(This is a cross-post from StackOverflow, but I wanted to post here also)
I’m currently working on building software which can match infrared and non-infrared images taken from a fixed point using a thermographic camera.
The use case is the following: A picture is taken from using a tripod of a fixed point using an infrared thermographic camera and a standard camera. After taking the pictures, the photographer wants to match images from each camera. There will be some scenarios where an image is taken with only one camera as the other image type is unnecessary. Yes, it may be possible for the images to be matched using timestamps, but the end-user demands they be matched using computer vision.
I've looked at other image matching posts on StackOverflow -- they have often focused on using histogram matching and feature detectors. Histogram matching is not an option here, as we cannot match colors between the two image types. As a result, I've developed an application which does feature detection. In addition to standard feature detection, I’ve also added some logic which says that two keypoints cannot be matching if they are not within a certain margin of each other (a keypoint on the far left of the query image cannot match a keypoint on the far right of the candidate image) -- this process occurs in stage 3 of the code below.
To give you an idea of the current output, here is a valid and invalid match produced -- note the thermographic image is on the left.

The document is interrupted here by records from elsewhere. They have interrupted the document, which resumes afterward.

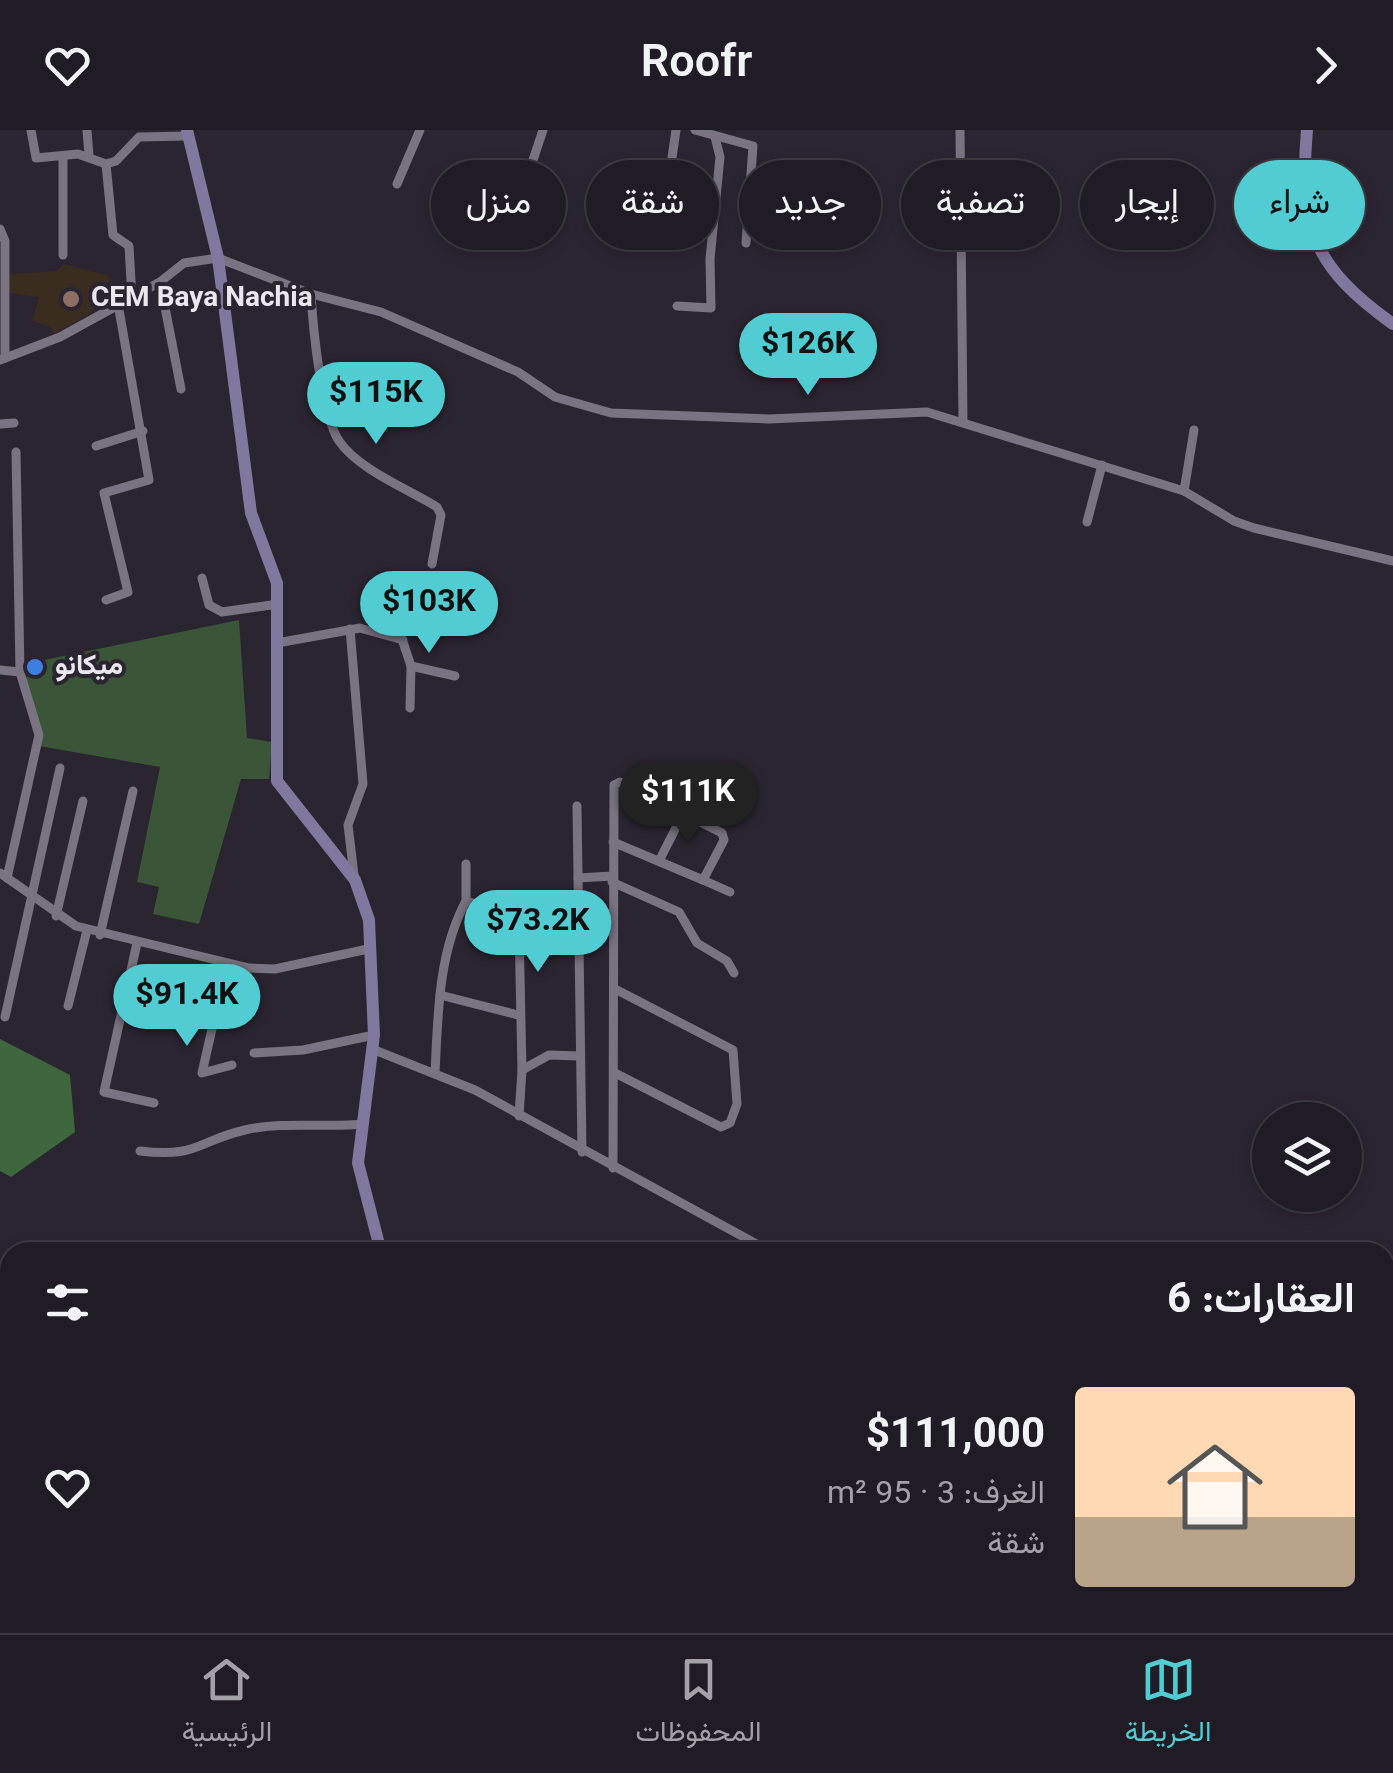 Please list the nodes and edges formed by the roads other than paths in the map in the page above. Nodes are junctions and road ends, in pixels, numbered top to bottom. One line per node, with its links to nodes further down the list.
1 (31, 130): 11 (street)
2 (87, 130): 12 (street)
3 (420, 130): 17 (street)
4 (543, 130): 13 (street)
5 (676, 130): 14 (street)
6 (695, 130): 10 (street)
7 (960, 130): 29 (street)
8 (1308, 130): 26 (street)
9 (188, 133): 16 (street); 20 (street)
10 (716, 136): 15 (street); 25 (street)
11 (63, 156): 12 (street); 19 (street)
12 (88, 156): 16 (street)
13 (533, 160)
14 (672, 160)
15 (752, 160)
16 (106, 164): 23 (street)
17 (398, 184)
18 (0, 230): 27 (street)
19 (63, 255)
20 (218, 258): 21 (street); 22 (street); 43 (street)
21 (160, 282): 23 (street); 28 (street)
22 (311, 294): 29 (street); 40 (street)
23 (132, 298): 24 (street)
24 (118, 304): 27 (street); 33 (street)
25 (677, 306)
26 (1393, 324)
27 (3, 359)
28 (181, 389)
29 (963, 421): 36 (street)
30 (14, 423): 31 (street)
31 (0, 424)
32 (1194, 430): 37 (street)
33 (143, 431): 34 (street); 42 (street)
34 (96, 446)
35 (16, 452): 50 (street)
36 (1102, 465): 37 (street); 38 (street)
37 (1184, 491): 39 (street)
38 (1088, 522)
39 (1393, 561)
40 (432, 564)
41 (202, 578): 43 (street)
42 (106, 600)
43 (278, 604): 47 (street)
44 (393, 612): 46 (street)
45 (350, 629): 46 (street); 47 (street); 62 (street)
46 (403, 640): 48 (street)
47 (277, 643): 62 (street)
48 (411, 666): 51 (street); 52 (street)
49 (0, 670): 50 (street)
50 (20, 672): 61 (street)
51 (454, 676)
52 (410, 708)
53 (60, 768): 67 (street)
54 (132, 791): 71 (street)
55 (83, 801): 69 (street)
56 (577, 806): 63 (street)
57 (683, 814): 58 (street); 59 (street); 65 (street)
58 (613, 842): 59 (street); 64 (street)
59 (659, 861): 65 (street)
60 (466, 864): 68 (street)
61 (4, 875): 67 (street)
62 (354, 878): 73 (street)
63 (578, 878): 64 (street); 83 (street)
64 (612, 879): 75 (street); 76 (street)
65 (703, 880): 66 (street)
66 (730, 892)
67 (31, 896): 69 (street); 80 (street)
68 (466, 902): 77 (street); 79 (street)
69 (56, 916): 70 (street)
70 (86, 930): 71 (street); 78 (street)
71 (100, 935): 72 (street)
72 (138, 943): 74 (street); 88 (street)
73 (368, 949): 74 (street); 81 (street)
74 (227, 963): 84 (street)
75 (734, 973)
76 (615, 989): 87 (street); 87 (street)
77 (440, 995): 79 (street); 86 (street)
78 (68, 1006)
79 (518, 1014): 85 (street)
80 (5, 1017)
81 (374, 1042): 82 (street); 86 (street); 90 (street)
82 (254, 1054)
83 (580, 1056): 85 (street); 92 (street)
84 (232, 1065)
85 (522, 1070): 89 (street)
86 (435, 1072): 89 (street)
87 (616, 1073): 93 (street)
88 (154, 1104)
89 (518, 1116): 92 (street)
90 (364, 1124): 91 (street); 94 (street)
91 (140, 1151)
92 (582, 1152): 93 (street)
93 (612, 1168): 95 (street)
94 (378, 1242)
95 (752, 1242) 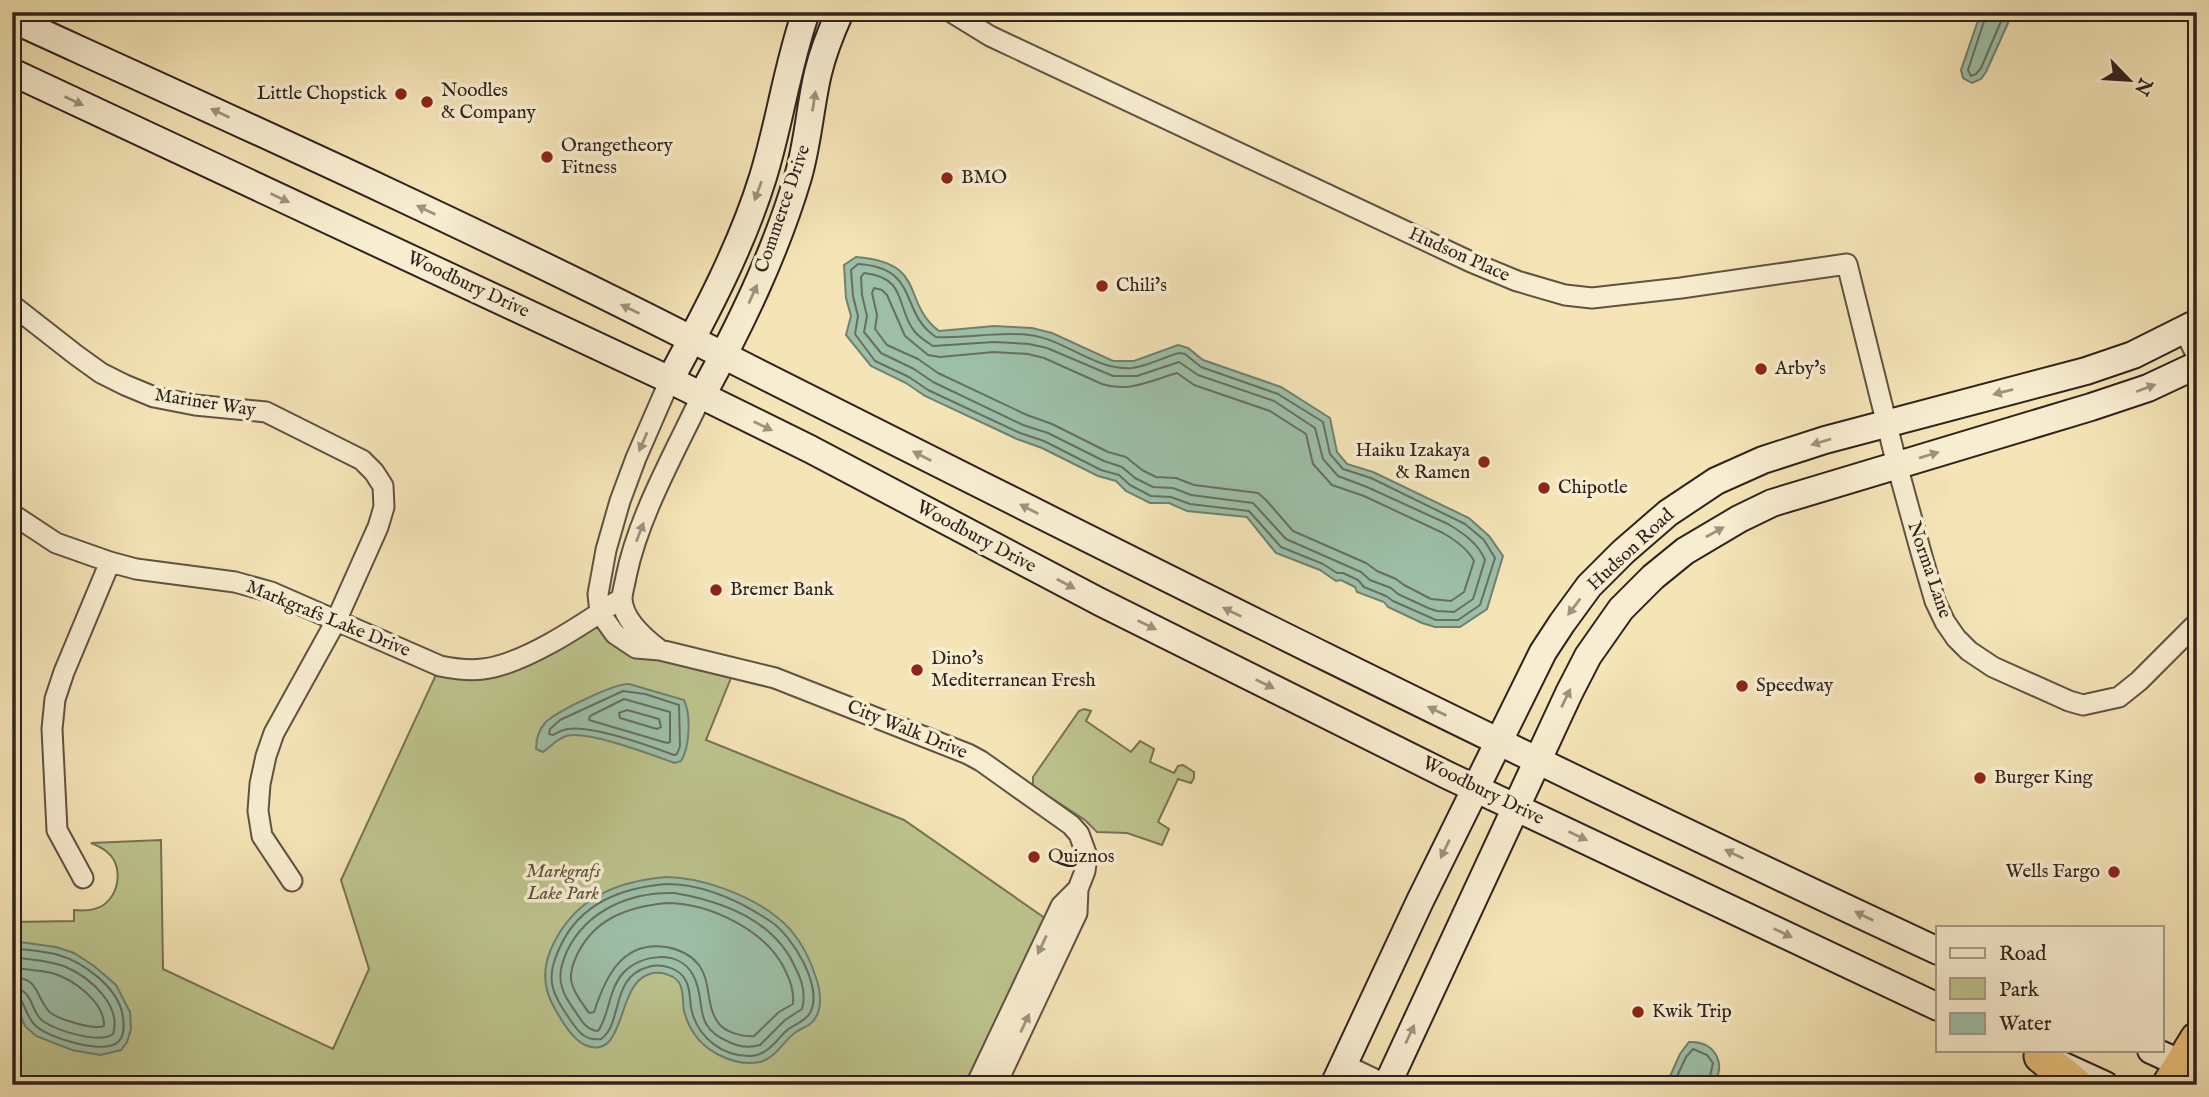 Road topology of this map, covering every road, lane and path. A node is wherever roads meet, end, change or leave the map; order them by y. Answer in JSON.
{"nodes":[{"id":1,"x":806,"y":12,"type":"edge"},
{"id":2,"x":840,"y":12,"type":"edge"},
{"id":3,"x":951,"y":12,"type":"edge"},
{"id":4,"x":12,"y":19,"type":"edge"},
{"id":5,"x":12,"y":72,"type":"edge"},
{"id":6,"x":12,"y":305,"type":"edge"},
{"id":7,"x":2190,"y":327,"type":"edge"},
{"id":8,"x":692,"y":339,"type":"junction"},
{"id":9,"x":724,"y":355,"type":"junction"},
{"id":10,"x":2197,"y":356,"type":"edge"},
{"id":11,"x":2197,"y":365,"type":"edge"},
{"id":12,"x":670,"y":380,"type":"junction"},
{"id":13,"x":701,"y":397,"type":"junction"},
{"id":14,"x":1886,"y":424,"type":"junction"},
{"id":15,"x":1896,"y":465,"type":"junction"},
{"id":16,"x":12,"y":514,"type":"edge"},
{"id":17,"x":110,"y":562,"type":"junction"},
{"id":18,"x":622,"y":598,"type":"junction"},
{"id":19,"x":600,"y":613,"type":"junction"},
{"id":20,"x":336,"y":621,"type":"junction"},
{"id":21,"x":2197,"y":623,"type":"edge"},
{"id":22,"x":660,"y":650,"type":"junction"},
{"id":23,"x":1498,"y":741,"type":"junction"},
{"id":24,"x":1537,"y":760,"type":"junction"},
{"id":25,"x":1475,"y":788,"type":"junction"},
{"id":26,"x":1516,"y":808,"type":"junction"},
{"id":27,"x":83,"y":878,"type":"dead end"},
{"id":28,"x":292,"y":881,"type":"dead end"},
{"id":29,"x":1078,"y":888,"type":"junction"},
{"id":30,"x":1936,"y":950,"type":"edge"},
{"id":31,"x":1936,"y":1006,"type":"edge"},
{"id":32,"x":2156,"y":1052,"type":"edge"},
{"id":33,"x":2035,"y":1053,"type":"edge"},
{"id":34,"x":2186,"y":1064,"type":"edge"},
{"id":35,"x":1339,"y":1075,"type":"edge"},
{"id":36,"x":976,"y":1085,"type":"edge"},
{"id":37,"x":996,"y":1085,"type":"edge"},
{"id":38,"x":1387,"y":1085,"type":"edge"},
{"id":39,"x":2076,"y":1085,"type":"edge"},
{"id":40,"x":2105,"y":1085,"type":"edge"}],
"edges":[{"from":1,"to":8,"type":"main road","name":"Commerce Drive","one_way":true},
{"from":9,"to":2,"type":"main road","name":"Commerce Drive","one_way":true},
{"from":3,"to":14,"type":"street","name":"Hudson Place"},
{"from":8,"to":4,"type":"main road","one_way":true},
{"from":5,"to":12,"type":"main road","name":"Woodbury Drive","one_way":true},
{"from":6,"to":20,"type":"street","name":"Mariner Way"},
{"from":7,"to":10,"type":"street"},
{"from":7,"to":14,"type":"main road","name":"Hudson Road","one_way":true},
{"from":8,"to":9,"type":"main road"},
{"from":8,"to":12,"type":"main road","name":"Commerce Drive"},
{"from":9,"to":13,"type":"main road","name":"Commerce Drive"},
{"from":23,"to":9,"type":"main road","one_way":true},
{"from":15,"to":11,"type":"main road","name":"Hudson Road","one_way":true},
{"from":12,"to":13,"type":"main road","name":"Woodbury Drive"},
{"from":12,"to":19,"type":"street","one_way":true},
{"from":18,"to":13,"type":"street","one_way":true},
{"from":13,"to":25,"type":"main road","name":"Woodbury Drive","one_way":true},
{"from":14,"to":15,"type":"street","name":"Norma Lane"},
{"from":14,"to":23,"type":"main road","name":"Hudson Road","one_way":true},
{"from":15,"to":21,"type":"street","name":"Norma Lane"},
{"from":24,"to":15,"type":"main road","name":"Hudson Road","one_way":true},
{"from":16,"to":17,"type":"street","name":"Markgrafs Lake Drive"},
{"from":17,"to":20,"type":"street","name":"Markgrafs Lake Drive"},
{"from":17,"to":27,"type":"street"},
{"from":18,"to":19,"type":"street","name":"Markgrafs Lake Drive"},
{"from":18,"to":22,"type":"street"},
{"from":19,"to":20,"type":"street","name":"Markgrafs Lake Drive"},
{"from":19,"to":22,"type":"street","name":"City Walk Drive"},
{"from":20,"to":28,"type":"street","name":"Mariner Way"},
{"from":22,"to":29,"type":"street","name":"City Walk Drive"},
{"from":23,"to":24,"type":"main road"},
{"from":23,"to":25,"type":"main road","name":"Hudson Road"},
{"from":24,"to":26,"type":"main road","name":"Hudson Road"},
{"from":30,"to":24,"type":"main road","one_way":true},
{"from":25,"to":26,"type":"main road","name":"Woodbury Drive"},
{"from":25,"to":35,"type":"main road","name":"Hudson Road","one_way":true},
{"from":26,"to":31,"type":"main road","name":"Woodbury Drive","one_way":true},
{"from":38,"to":26,"type":"main road","name":"Hudson Road","one_way":true},
{"from":29,"to":36,"type":"street","name":"City Walk Drive","one_way":true},
{"from":37,"to":29,"type":"street","name":"City Walk Drive","one_way":true},
{"from":32,"to":34,"type":"main road"},
{"from":33,"to":39,"type":"highway"},
{"from":33,"to":40,"type":"main road"},
{"from":35,"to":38,"type":"street"}]}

My objective is to improve the accuracy of the matching process.
Valid match:
Invalid match:
Here is the code:
// for each candidate image specified on the command line, compare it against the query image
Mat img1 = imread(argv[1], CV_LOAD_IMAGE_GRAYSCALE); // loading query image
for(int candidateImage = 0; candidateImage < (argc - 2); candidateImage++) {
Mat img2 = imread(argv[candidateImage + 2], CV_LOAD_IMAGE_GRAYSCALE); // loading candidate image
if(img1.empty() || img2.empty())
{
printf("Can't read one of the images\n");
return -1;
}
// detecting keypoints
SiftFeatureDetector detector;
vector<KeyPoint> keypoints1, keypoints2;
detector.detect(img1, keypoints1);
detector.detect(img2, keypoints2);
// computing descriptors
SiftDescriptorExtractor extractor;
Mat descriptors1, descriptors2;
extractor.compute(img1, keypoints1, descriptors1);
extractor.compute(img2, keypoints2, descriptors2);
// matching descriptors
BFMatcher matcher(NORM_L1);
vector< vector<DMatch> > matches_stage1;
matcher.knnMatch(descriptors1, descriptors2, matches_stage1, 2);
// use nndr to eliminate weak matches
float nndrRatio = 0.80f;
vector< DMatch > matches_stage2;
for (size_t i = 0; i < matches_stage1.size(); ++i)
{
if (matches_stage1[i].size() < 2)
continue;
const DMatch &m1 = matches_stage1[i][0];
const DMatch &m2 = matches_stage1[i][3];
if(m1.distance <= nndrRatio * m2.distance)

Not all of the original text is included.